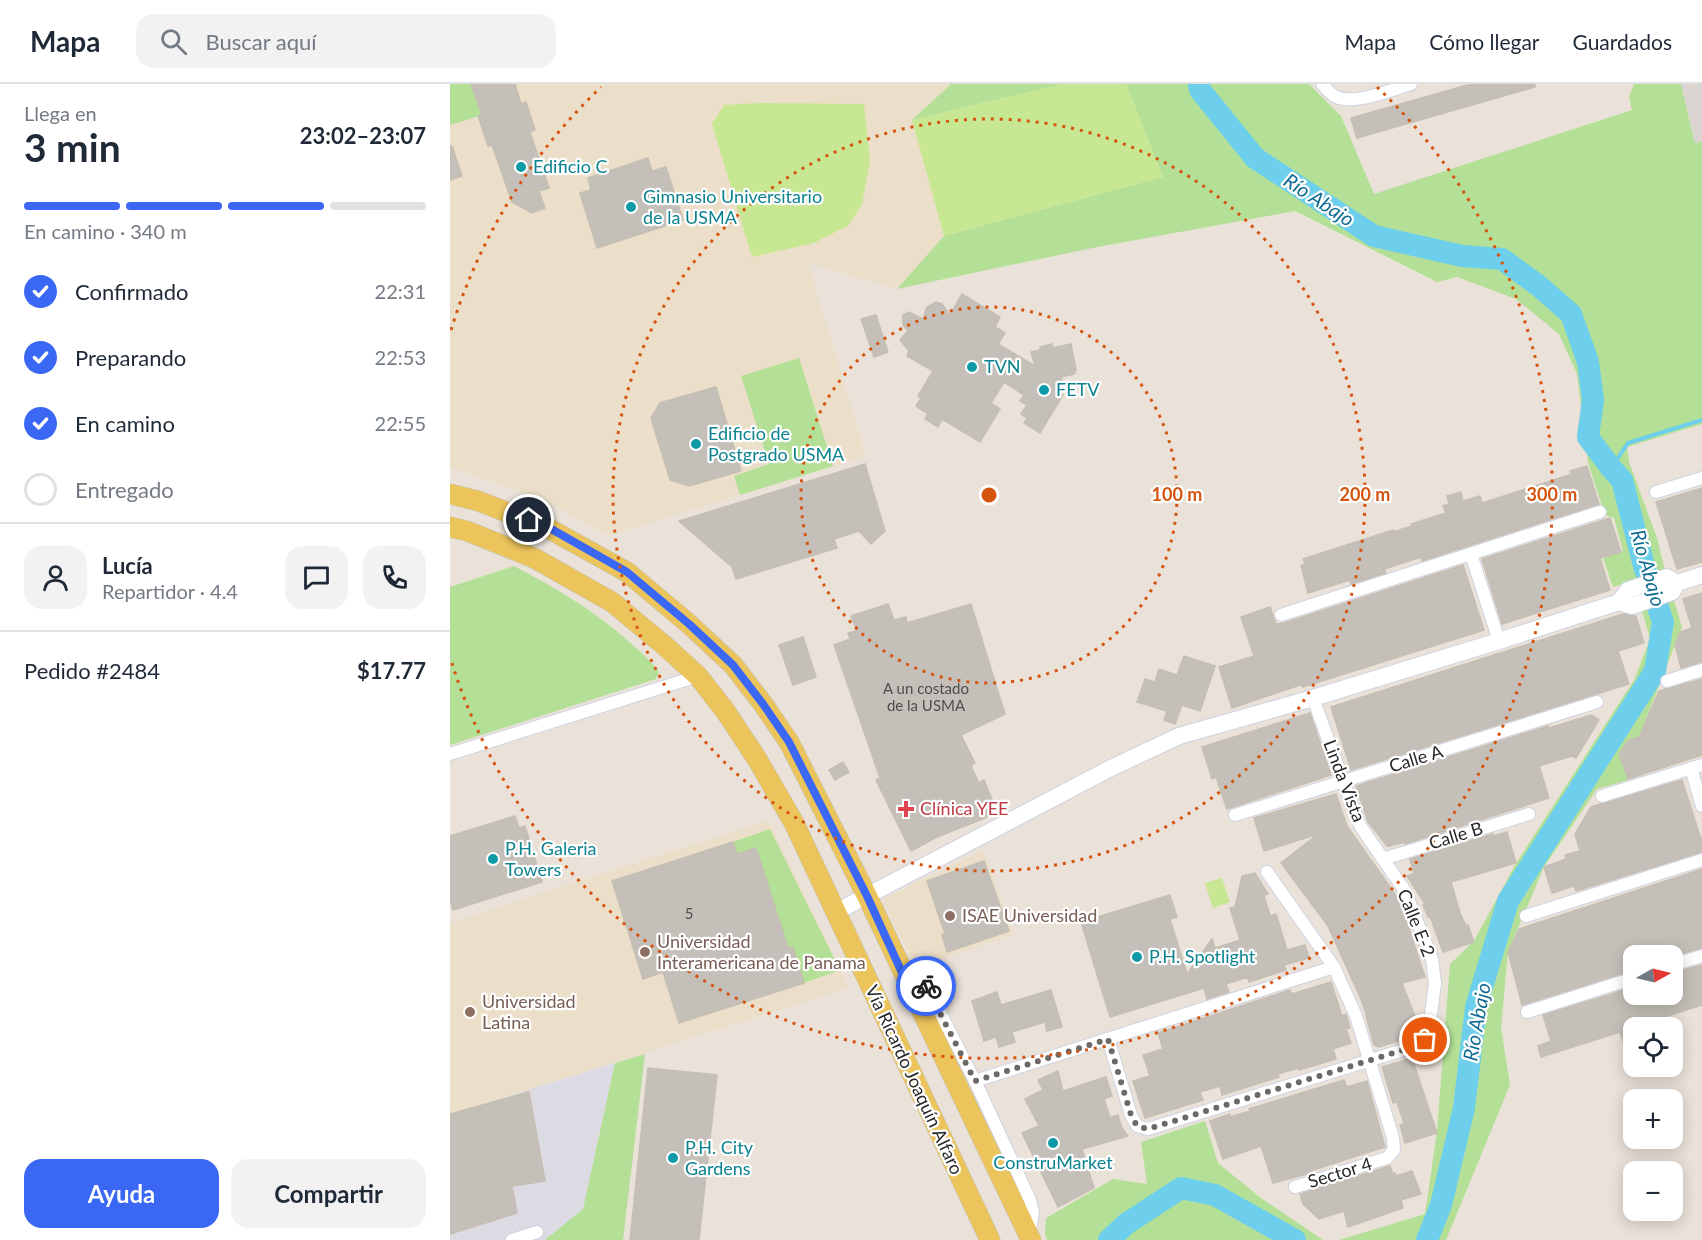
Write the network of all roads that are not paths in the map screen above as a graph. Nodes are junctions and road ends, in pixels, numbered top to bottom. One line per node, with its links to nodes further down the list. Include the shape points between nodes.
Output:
1 (1322, 84): 2 (street, via 1334,96 1348,100)
2 (1411, 84)
3 (1702, 478): 4 (street)
4 (1656, 492)
5 (450, 494): 27 (main road, Vía Ricardo Joaquín Alfaro, via 546,526 627,572 733,665 789,742)
6 (1600, 512): 8 (street)
7 (450, 527): 13 (main road, Vía Ricardo Joaquín Alfaro, via 534,558 612,602)
8 (1471, 554): 10 (street); 11 (street)
9 (1702, 575): 11 (street)
10 (1281, 615)
11 (1499, 641): 15 (street)
12 (1702, 670): 14 (street)
13 (698, 676): 17 (street); 28 (main road, Vía Ricardo Joaquín Alfaro, via 726,712 783,803)
14 (1667, 681)
15 (1313, 698): 19 (street, Linda Vista); 27 (street, via 1179,736)
16 (1597, 702): 19 (street, Calle A)
17 (450, 754)
18 (1697, 767): 20 (street); 21 (street)
19 (1343, 782): 23 (street, Calle A); 24 (street, Linda Vista, via 1361,827)
20 (1602, 796)
21 (1702, 806)
22 (1529, 814): 24 (street, Calle B)
23 (1235, 815)
24 (1383, 859): 37 (street, Calle E-2, via 1405,891 1432,958 1435,983 1425,1040)
25 (1702, 860): 29 (street)
26 (1267, 872): 32 (street)
27 (867, 896): 28 (street); 33 (main road, Vía Ricardo Joaquín Alfaro)
28 (834, 913): 43 (main road, Vía Ricardo Joaquín Alfaro)
29 (1526, 916)
30 (1702, 956): 31 (street)
31 (1683, 962)
32 (1334, 968): 36 (street); 37 (street, via 1356,1017)
33 (904, 977): 38 (street, via 922,981 928,989); 41 (main road, Vía Ricardo Joaquín Alfaro)
34 (1623, 981): 35 (street)
35 (1527, 1012)
36 (1108, 1039): 37 (street, via 1131,1115 1137,1126 1148,1129); 38 (street)
37 (1369, 1060): 39 (street, Sector 4, via 1394,1150 1387,1158)
38 (975, 1081): 41 (street, via 1030,1200)
39 (1295, 1187)
40 (537, 1232): 42 (street)
41 (1030, 1238)
42 (512, 1240)
43 (990, 1240)

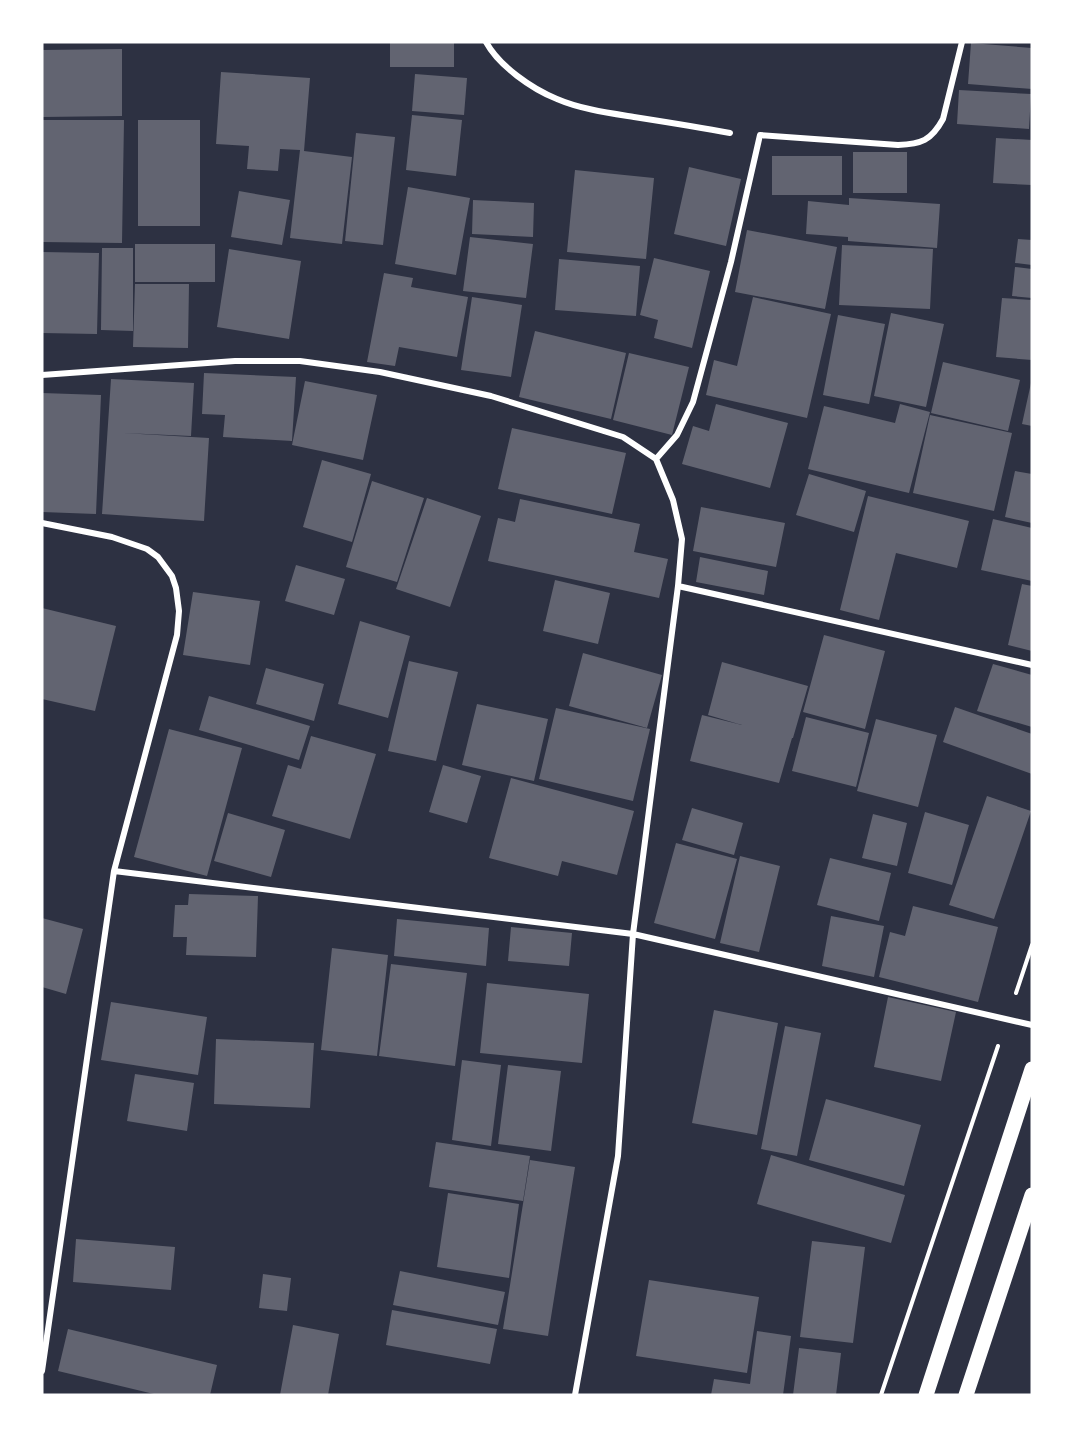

______

[TASK REQUIREMENTS]
Whenever a line of the data above includes the word "Alfaro", copy that line.

[RESPONSE TO THE TASK]
5 (450, 494): 27 (main road, Vía Ricardo Joaquín Alfaro, via 546,526 627,572 733,665 789,742)
7 (450, 527): 13 (main road, Vía Ricardo Joaquín Alfaro, via 534,558 612,602)
13 (698, 676): 17 (street); 28 (main road, Vía Ricardo Joaquín Alfaro, via 726,712 783,803)
27 (867, 896): 28 (street); 33 (main road, Vía Ricardo Joaquín Alfaro)
28 (834, 913): 43 (main road, Vía Ricardo Joaquín Alfaro)
33 (904, 977): 38 (street, via 922,981 928,989); 41 (main road, Vía Ricardo Joaquín Alfaro)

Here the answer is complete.